I posted some of this before, but I am reading part of it at my UIC talk today so I thought I'd share if again.

If asceticism was simply a matter of self-mortification then we could claim that we have never lived in more ascetic times.  We diet to shed those dozens and dozens of unsightly pounds; some voluntarily submit to a surgical ablating of the flesh for the purposes of fabricating the perfect nose; our star athletes allegedly undergo a period of sexual continence before the big game; some of you may even gallop on scorching days for distances in excess of twenty-six miles, for no better reason than to replicate the achievement of the first person to die from that feat.  And in general terms the definition of the ascetic as a person who practices “rigorous self-discipline, severe abstinence, austerity”, might tempt us to smuggle the more excessive of these modern deprivations under the definitional bar.  However, the OED qualifies the definition by pointing out that asceticism aims are achieved “by seclusion or by abstinence from creature comforts”.  Furthermore, the term derives etymologically from the Greek asketikos, meaning monk or hermit and more generally the root term is ascesis – the practice of self discipline, or exercise.  If, in the final analysis, the contemporary mortifications listed above seem to fall short of being ascetic, why might we, in contrast, regard environmentalism as fundamentally so?

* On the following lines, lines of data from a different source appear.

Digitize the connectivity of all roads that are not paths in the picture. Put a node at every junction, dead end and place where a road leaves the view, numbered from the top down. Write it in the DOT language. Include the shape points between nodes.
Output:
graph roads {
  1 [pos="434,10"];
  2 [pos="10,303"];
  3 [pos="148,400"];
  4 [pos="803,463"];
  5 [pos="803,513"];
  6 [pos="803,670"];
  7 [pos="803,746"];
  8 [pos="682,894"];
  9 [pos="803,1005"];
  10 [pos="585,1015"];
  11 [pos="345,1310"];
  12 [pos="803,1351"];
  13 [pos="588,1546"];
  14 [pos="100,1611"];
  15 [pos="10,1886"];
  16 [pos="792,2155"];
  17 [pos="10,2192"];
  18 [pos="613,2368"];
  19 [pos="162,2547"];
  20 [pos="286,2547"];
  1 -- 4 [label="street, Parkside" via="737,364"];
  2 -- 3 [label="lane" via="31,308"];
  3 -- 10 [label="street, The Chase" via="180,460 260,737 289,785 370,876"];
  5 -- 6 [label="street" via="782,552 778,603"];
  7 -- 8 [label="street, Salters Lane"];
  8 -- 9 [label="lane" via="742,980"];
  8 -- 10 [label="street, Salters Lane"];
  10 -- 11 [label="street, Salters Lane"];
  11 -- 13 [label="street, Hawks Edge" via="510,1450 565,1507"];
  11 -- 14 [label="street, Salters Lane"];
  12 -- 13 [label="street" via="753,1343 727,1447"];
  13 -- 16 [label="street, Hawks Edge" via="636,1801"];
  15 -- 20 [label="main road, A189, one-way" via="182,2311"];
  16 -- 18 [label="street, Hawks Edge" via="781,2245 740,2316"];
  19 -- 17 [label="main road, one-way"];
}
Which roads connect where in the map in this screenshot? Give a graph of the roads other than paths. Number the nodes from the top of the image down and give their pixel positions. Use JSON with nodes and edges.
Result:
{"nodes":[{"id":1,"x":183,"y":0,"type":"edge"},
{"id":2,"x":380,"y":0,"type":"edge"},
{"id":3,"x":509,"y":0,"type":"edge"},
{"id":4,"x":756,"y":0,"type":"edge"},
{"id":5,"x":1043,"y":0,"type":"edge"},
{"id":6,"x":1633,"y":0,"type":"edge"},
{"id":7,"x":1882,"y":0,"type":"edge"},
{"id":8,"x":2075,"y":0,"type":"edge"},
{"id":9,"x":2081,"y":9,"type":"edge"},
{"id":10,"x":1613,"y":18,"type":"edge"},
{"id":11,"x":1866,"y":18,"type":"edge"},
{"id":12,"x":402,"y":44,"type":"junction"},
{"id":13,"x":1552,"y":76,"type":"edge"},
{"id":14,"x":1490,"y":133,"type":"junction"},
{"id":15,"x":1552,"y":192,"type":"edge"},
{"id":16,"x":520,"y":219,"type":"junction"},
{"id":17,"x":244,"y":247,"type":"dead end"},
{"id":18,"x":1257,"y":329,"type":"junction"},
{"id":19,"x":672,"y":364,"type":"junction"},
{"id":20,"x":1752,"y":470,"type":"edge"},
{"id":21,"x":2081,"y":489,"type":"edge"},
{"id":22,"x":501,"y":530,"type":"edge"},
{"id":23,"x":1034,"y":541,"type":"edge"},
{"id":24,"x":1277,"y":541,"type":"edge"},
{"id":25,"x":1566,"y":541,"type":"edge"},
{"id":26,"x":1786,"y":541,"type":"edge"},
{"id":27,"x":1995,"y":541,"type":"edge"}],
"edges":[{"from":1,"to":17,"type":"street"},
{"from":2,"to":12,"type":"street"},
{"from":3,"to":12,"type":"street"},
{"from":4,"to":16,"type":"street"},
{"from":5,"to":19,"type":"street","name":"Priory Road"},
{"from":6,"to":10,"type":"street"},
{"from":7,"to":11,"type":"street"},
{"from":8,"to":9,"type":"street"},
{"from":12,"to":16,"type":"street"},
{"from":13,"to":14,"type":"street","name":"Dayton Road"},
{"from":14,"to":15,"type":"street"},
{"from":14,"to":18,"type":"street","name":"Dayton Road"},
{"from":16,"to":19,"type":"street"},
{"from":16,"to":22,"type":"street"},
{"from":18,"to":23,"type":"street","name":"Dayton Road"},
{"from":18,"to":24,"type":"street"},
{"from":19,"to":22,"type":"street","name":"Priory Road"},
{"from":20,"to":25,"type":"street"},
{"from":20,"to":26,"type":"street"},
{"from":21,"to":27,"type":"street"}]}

To use the life of Simeon Stylites as a point of comparison with environmental thought and practice may be a challenging place to start to make a case that environmentalism is foundationally ascetic.  Certainly there are more temperate ascetics, ones who like St Antony of Egypt (231-356 AD) traveled to the wilds there to meditatively dally, but after decades alone returned to society, at least in the sense of taking many disciples under his care.  In other words, there are ascetics whose practice might be more appropriately compared to Thoreau’s sojourn at Walden Pond.  Perhaps one might compare tree-stylites like John Muir perched in a storm-tossed Douglas Spruce or Julia Butterfly Hill residing in her California Redwood to the ascetic sadhus of India, who, practicing what is called urdhamukhi, dangle out of trees.  In the case of Hill, she lasted two years; as for the Muir and the sadhus, the latter who dangle upside-down, their tree dwelling lasted a matter of hours.  And so on; one might look for a milder ascetic counterpart for Robinson Jeffers dyspepsia concerning his fellows, preferring you’ll recall, to “sooner, except the penalties, kill a man than a hawk”; one for Ed Abbey’s hilarious but curmudgeonly defense of  inaccessibility for Arches National Monument in Desert Solitaire; one for Paul Ehrlich’s discomfort in an ancient Indian taxi (“People visiting, arguing and screaming…. defecating and urinating”) prompting his writing of The Population Bomb; counterparts even for the simple-living needed for ecological footprint reduction, for the belt-tightening required by sustainability, and for the meat-eschewing dicta of environmental vegetarianism.  In all of these examples there is a whiff of asceticism but none requires the foot ulcerating commitment of standing on a pillar for decades.